*Exercise objective:*
Omit the images, then print each record below exactly as it reads.

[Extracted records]
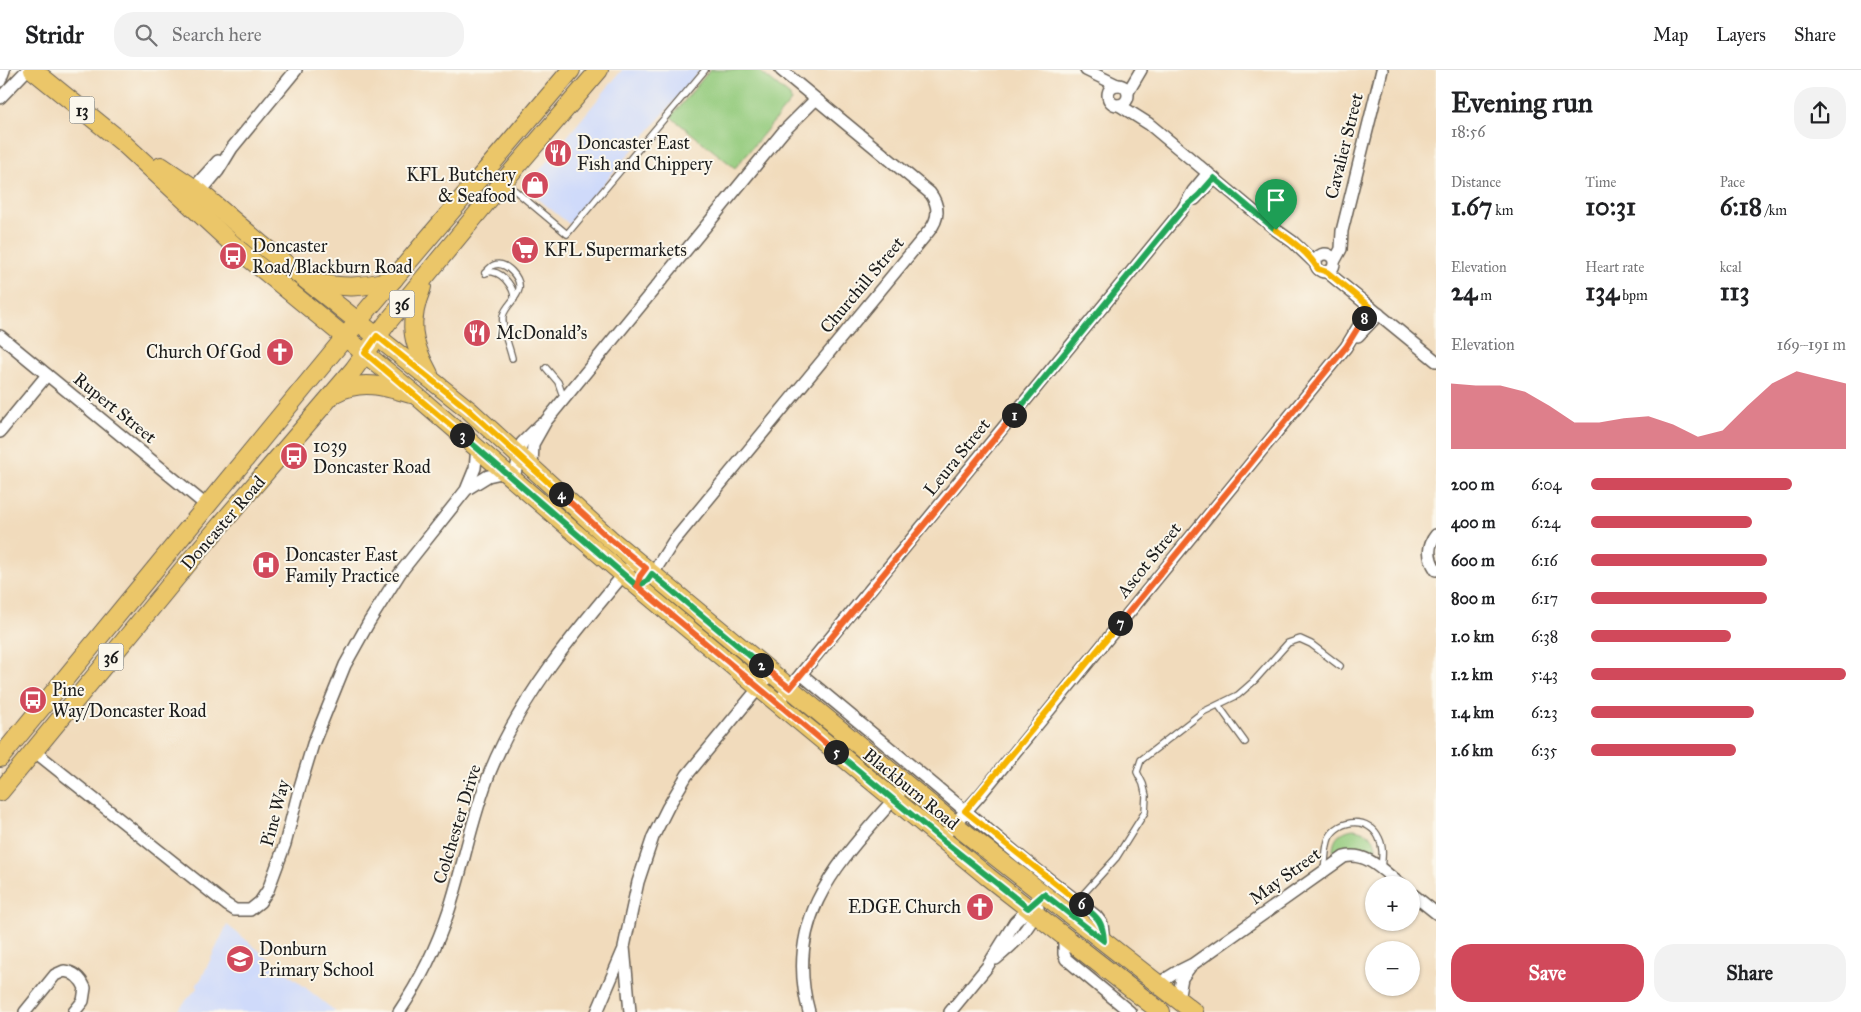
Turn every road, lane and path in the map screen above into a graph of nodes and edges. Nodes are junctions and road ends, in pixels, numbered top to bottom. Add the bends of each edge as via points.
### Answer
1 (4, 70) edge
2 (296, 70) edge
3 (571, 70) edge
4 (599, 70) edge
5 (704, 70) edge
6 (781, 70) edge
7 (1086, 70) edge
8 (1136, 70) edge
9 (1140, 70) edge
10 (1382, 70) edge
11 (36, 72) edge
12 (0, 81) edge
13 (1123, 89) junction
14 (1108, 95) junction
15 (812, 96) junction
16 (0, 98) edge
17 (1119, 105) junction
18 (1149, 124) junction
19 (1211, 175) junction
20 (504, 181) junction
21 (194, 195) junction
22 (1327, 259) junction
23 (428, 273) junction
24 (394, 279) junction
25 (310, 282) junction
26 (1353, 292) junction
27 (513, 300) junction
28 (1375, 310) junction
29 (358, 322) junction
30 (0, 336) edge
31 (377, 336) junction
32 (345, 338) junction
33 (365, 353) junction
34 (512, 358) dead end
35 (1436, 361) edge
36 (546, 368) dead end
37 (47, 375) junction
38 (433, 381) junction
39 (333, 394) junction
40 (418, 397) junction
41 (564, 399) junction
42 (546, 420) junction
43 (0, 432) edge
44 (478, 448) junction
45 (526, 461) junction
46 (510, 475) junction
47 (466, 490) junction
48 (207, 506) junction
49 (1436, 534) edge
50 (645, 568) junction
51 (1436, 570) edge
52 (624, 575) junction
53 (637, 586) junction
54 (1340, 666) dead end
55 (771, 673) junction
56 (801, 674) junction
57 (758, 687) junction
58 (790, 688) junction
59 (777, 703) junction
60 (1219, 706) junction
61 (1245, 742) dead end
62 (34, 751) junction
63 (0, 758) edge
64 (906, 785) junction
65 (0, 792) edge
66 (894, 800) junction
67 (965, 811) junction
68 (954, 824) junction
69 (941, 839) junction
70 (1324, 869) junction
71 (1381, 870) junction
72 (1389, 876) edge
73 (1044, 894) junction
74 (1420, 900) edge
75 (1077, 902) junction
76 (1032, 910) junction
77 (1436, 913) edge
78 (1064, 935) junction
79 (1104, 941) junction
80 (624, 948) junction
81 (1193, 964) junction
82 (1159, 983) junction
83 (1178, 999) junction
84 (25, 1012) edge
85 (74, 1012) edge
86 (399, 1012) edge
87 (598, 1012) edge
88 (630, 1012) edge
89 (809, 1012) edge
90 (950, 1012) edge
91 (1130, 1012) edge
92 (1162, 1012) edge
93 (1194, 1012) edge

1 - 12 street
2 - 21 street via 232,148 218,171
3 - 24 main road, Doncaster Road / 36
4 - 20 main road, Doncaster Road / 36
5 - 20 lane via 567,234
6 - 15 street, Churchill Street
7 - 13 street
7 - 14 street
8 - 13 street
9 - 13 street
10 - 22 street, Cavalier Street via 1342,231
11 - 16 street
11 - 21 main road, Blackburn Road / 13
13 - 14 street via 1111,88
13 - 17 street via 1125,102
13 - 18 street
14 - 17 street via 1110,101
15 - 41 street
15 - 50 street, Churchill Street via 930,194 937,206 936,219 673,542
17 - 18 street
18 - 19 street
19 - 22 street via 1293,242
19 - 56 street, Leura Street via 1193,190 1182,210
20 - 23 main road, Doncaster Road / 36
21 - 25 main road, Blackburn Road / 13
21 - 32 main road, Blackburn Road / 13 via 239,250
22 - 26 street via 1342,272
22 - 26 street, Cavalier Street via 1334,268 1327,272
23 - 31 main road, Doncaster Road / 36
23 - 38 main road via 412,326 420,358
24 - 25 main road via 355,287
24 - 29 main road, Doncaster Road / 36
25 - 29 main road, Blackburn Road / 13
26 - 28 street
27 - 27 lane via 512,287 503,277 493,272 485,273 494,265 502,265 518,280 518,292
27 - 34 lane via 503,314
28 - 35 street
28 - 67 street, Ascot Street
29 - 31 main road, Blackburn Road / 13
29 - 32 main road, Doncaster Road / 36
30 - 37 street, Rupert Street
31 - 33 main road, Doncaster Road / 36
31 - 38 main road, Blackburn Road / 13
32 - 33 main road, Blackburn Road / 13
32 - 48 main road, Doncaster Road / 36
33 - 39 main road, Doncaster Road / 36
33 - 40 main road, Blackburn Road / 13
36 - 41 lane via 558,382
37 - 43 street
37 - 48 street, Rupert Street
38 - 45 main road, Blackburn Road / 13
39 - 40 main road via 346,387 370,384
39 - 62 main road, Doncaster Road / 36
40 - 44 main road, Blackburn Road / 13
41 - 42 street
42 - 45 street
42 - 45 street via 522,443
44 - 46 main road, Blackburn Road / 13
44 - 47 street, Pine Way via 475,468
45 - 46 street
45 - 50 main road, Blackburn Road / 13 via 580,513
46 - 47 street, Pine Way via 481,480
46 - 52 main road, Blackburn Road / 13
47 - 62 street, Pine Way via 400,573 345,665 313,744 275,875 254,908 240,911 227,906
48 - 63 main road, Doncaster Road / 36
49 - 51 street via 1429,553
50 - 52 street, Colchester Drive
50 - 53 street, Churchill Street via 647,581
50 - 55 main road, Blackburn Road / 13
52 - 53 main road, Blackburn Road / 13
52 - 86 street, Colchester Drive via 545,672 508,734 475,813 442,929 428,962
53 - 57 main road, Blackburn Road / 13
54 - 60 lane via 1300,639 1288,643 1254,681
55 - 57 street
55 - 58 main road, Blackburn Road / 13
56 - 58 street, Leura Street
56 - 67 street
57 - 59 main road, Blackburn Road / 13
57 - 80 street via 699,759 663,815 644,864
58 - 59 street, Leura Street
58 - 64 main road, Blackburn Road / 13
59 - 66 main road, Blackburn Road / 13
60 - 61 lane
60 - 75 lane via 1203,712 1141,760 1137,772 1146,796 1145,812 1116,858
62 - 65 main road, Doncaster Road / 36
64 - 66 street
64 - 68 main road, Blackburn Road / 13
66 - 69 main road, Blackburn Road / 13
66 - 89 street via 833,873 812,910 802,967
67 - 68 street, Ascot Street
67 - 75 street
68 - 69 street, Ascot Street
68 - 73 main road, Blackburn Road / 13
69 - 76 main road, Blackburn Road / 13
70 - 71 street, May Street via 1340,859 1353,856 1367,859
70 - 71 lane via 1330,837 1340,826 1354,822 1370,828 1380,838
70 - 81 street, May Street
71 - 72 street, May Street
73 - 76 street
73 - 79 main road, Blackburn Road / 13
74 - 77 street
75 - 79 street via 1102,924
76 - 78 main road, Blackburn Road / 13
76 - 90 street via 1031,923 1023,934 987,967
78 - 91 street via 1066,959
78 - 92 main road, Blackburn Road / 13
79 - 82 main road, Blackburn Road / 13
80 - 87 street
80 - 88 street
81 - 82 street, May Street
81 - 83 street, May Street via 1182,978
82 - 83 main road, Blackburn Road / 13
83 - 93 main road, Blackburn Road / 13
84 - 85 street via 56,975 64,971 78,977 85,988 83,1001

*Task response:*
Turn every road, lane and path in the map screen above into a graph of nodes and edges. Nodes are junctions and road ends, in pixels, numbered top to bottom. Add the bends of each edge as via points.
### Answer
1 (4, 70) edge
2 (296, 70) edge
3 (571, 70) edge
4 (599, 70) edge
5 (704, 70) edge
6 (781, 70) edge
7 (1086, 70) edge
8 (1136, 70) edge
9 (1140, 70) edge
10 (1382, 70) edge
11 (36, 72) edge
12 (0, 81) edge
13 (1123, 89) junction
14 (1108, 95) junction
15 (812, 96) junction
16 (0, 98) edge
17 (1119, 105) junction
18 (1149, 124) junction
19 (1211, 175) junction
20 (504, 181) junction
21 (194, 195) junction
22 (1327, 259) junction
23 (428, 273) junction
24 (394, 279) junction
25 (310, 282) junction
26 (1353, 292) junction
27 (513, 300) junction
28 (1375, 310) junction
29 (358, 322) junction
30 (0, 336) edge
31 (377, 336) junction
32 (345, 338) junction
33 (365, 353) junction
34 (512, 358) dead end
35 (1436, 361) edge
36 (546, 368) dead end
37 (47, 375) junction
38 (433, 381) junction
39 (333, 394) junction
40 (418, 397) junction
41 (564, 399) junction
42 (546, 420) junction
43 (0, 432) edge
44 (478, 448) junction
45 (526, 461) junction
46 (510, 475) junction
47 (466, 490) junction
48 (207, 506) junction
49 (1436, 534) edge
50 (645, 568) junction
51 (1436, 570) edge
52 (624, 575) junction
53 (637, 586) junction
54 (1340, 666) dead end
55 (771, 673) junction
56 (801, 674) junction
57 (758, 687) junction
58 (790, 688) junction
59 (777, 703) junction
60 (1219, 706) junction
61 (1245, 742) dead end
62 (34, 751) junction
63 (0, 758) edge
64 (906, 785) junction
65 (0, 792) edge
66 (894, 800) junction
67 (965, 811) junction
68 (954, 824) junction
69 (941, 839) junction
70 (1324, 869) junction
71 (1381, 870) junction
72 (1389, 876) edge
73 (1044, 894) junction
74 (1420, 900) edge
75 (1077, 902) junction
76 (1032, 910) junction
77 (1436, 913) edge
78 (1064, 935) junction
79 (1104, 941) junction
80 (624, 948) junction
81 (1193, 964) junction
82 (1159, 983) junction
83 (1178, 999) junction
84 (25, 1012) edge
85 (74, 1012) edge
86 (399, 1012) edge
87 (598, 1012) edge
88 (630, 1012) edge
89 (809, 1012) edge
90 (950, 1012) edge
91 (1130, 1012) edge
92 (1162, 1012) edge
93 (1194, 1012) edge

1 - 12 street
2 - 21 street via 232,148 218,171
3 - 24 main road, Doncaster Road / 36
4 - 20 main road, Doncaster Road / 36
5 - 20 lane via 567,234
6 - 15 street, Churchill Street
7 - 13 street
7 - 14 street
8 - 13 street
9 - 13 street
10 - 22 street, Cavalier Street via 1342,231
11 - 16 street
11 - 21 main road, Blackburn Road / 13
13 - 14 street via 1111,88
13 - 17 street via 1125,102
13 - 18 street
14 - 17 street via 1110,101
15 - 41 street
15 - 50 street, Churchill Street via 930,194 937,206 936,219 673,542
17 - 18 street
18 - 19 street
19 - 22 street via 1293,242
19 - 56 street, Leura Street via 1193,190 1182,210
20 - 23 main road, Doncaster Road / 36
21 - 25 main road, Blackburn Road / 13
21 - 32 main road, Blackburn Road / 13 via 239,250
22 - 26 street via 1342,272
22 - 26 street, Cavalier Street via 1334,268 1327,272
23 - 31 main road, Doncaster Road / 36
23 - 38 main road via 412,326 420,358
24 - 25 main road via 355,287
24 - 29 main road, Doncaster Road / 36
25 - 29 main road, Blackburn Road / 13
26 - 28 street
27 - 27 lane via 512,287 503,277 493,272 485,273 494,265 502,265 518,280 518,292
27 - 34 lane via 503,314
28 - 35 street
28 - 67 street, Ascot Street
29 - 31 main road, Blackburn Road / 13
29 - 32 main road, Doncaster Road / 36
30 - 37 street, Rupert Street
31 - 33 main road, Doncaster Road / 36
31 - 38 main road, Blackburn Road / 13
32 - 33 main road, Blackburn Road / 13
32 - 48 main road, Doncaster Road / 36
33 - 39 main road, Doncaster Road / 36
33 - 40 main road, Blackburn Road / 13
36 - 41 lane via 558,382
37 - 43 street
37 - 48 street, Rupert Street
38 - 45 main road, Blackburn Road / 13
39 - 40 main road via 346,387 370,384
39 - 62 main road, Doncaster Road / 36
40 - 44 main road, Blackburn Road / 13
41 - 42 street
42 - 45 street
42 - 45 street via 522,443
44 - 46 main road, Blackburn Road / 13
44 - 47 street, Pine Way via 475,468
45 - 46 street
45 - 50 main road, Blackburn Road / 13 via 580,513
46 - 47 street, Pine Way via 481,480
46 - 52 main road, Blackburn Road / 13
47 - 62 street, Pine Way via 400,573 345,665 313,744 275,875 254,908 240,911 227,906
48 - 63 main road, Doncaster Road / 36
49 - 51 street via 1429,553
50 - 52 street, Colchester Drive
50 - 53 street, Churchill Street via 647,581
50 - 55 main road, Blackburn Road / 13
52 - 53 main road, Blackburn Road / 13
52 - 86 street, Colchester Drive via 545,672 508,734 475,813 442,929 428,962
53 - 57 main road, Blackburn Road / 13
54 - 60 lane via 1300,639 1288,643 1254,681
55 - 57 street
55 - 58 main road, Blackburn Road / 13
56 - 58 street, Leura Street
56 - 67 street
57 - 59 main road, Blackburn Road / 13
57 - 80 street via 699,759 663,815 644,864
58 - 59 street, Leura Street
58 - 64 main road, Blackburn Road / 13
59 - 66 main road, Blackburn Road / 13
60 - 61 lane
60 - 75 lane via 1203,712 1141,760 1137,772 1146,796 1145,812 1116,858
62 - 65 main road, Doncaster Road / 36
64 - 66 street
64 - 68 main road, Blackburn Road / 13
66 - 69 main road, Blackburn Road / 13
66 - 89 street via 833,873 812,910 802,967
67 - 68 street, Ascot Street
67 - 75 street
68 - 69 street, Ascot Street
68 - 73 main road, Blackburn Road / 13
69 - 76 main road, Blackburn Road / 13
70 - 71 street, May Street via 1340,859 1353,856 1367,859
70 - 71 lane via 1330,837 1340,826 1354,822 1370,828 1380,838
70 - 81 street, May Street
71 - 72 street, May Street
73 - 76 street
73 - 79 main road, Blackburn Road / 13
74 - 77 street
75 - 79 street via 1102,924
76 - 78 main road, Blackburn Road / 13
76 - 90 street via 1031,923 1023,934 987,967
78 - 91 street via 1066,959
78 - 92 main road, Blackburn Road / 13
79 - 82 main road, Blackburn Road / 13
80 - 87 street
80 - 88 street
81 - 82 street, May Street
81 - 83 street, May Street via 1182,978
82 - 83 main road, Blackburn Road / 13
83 - 93 main road, Blackburn Road / 13
84 - 85 street via 56,975 64,971 78,977 85,988 83,1001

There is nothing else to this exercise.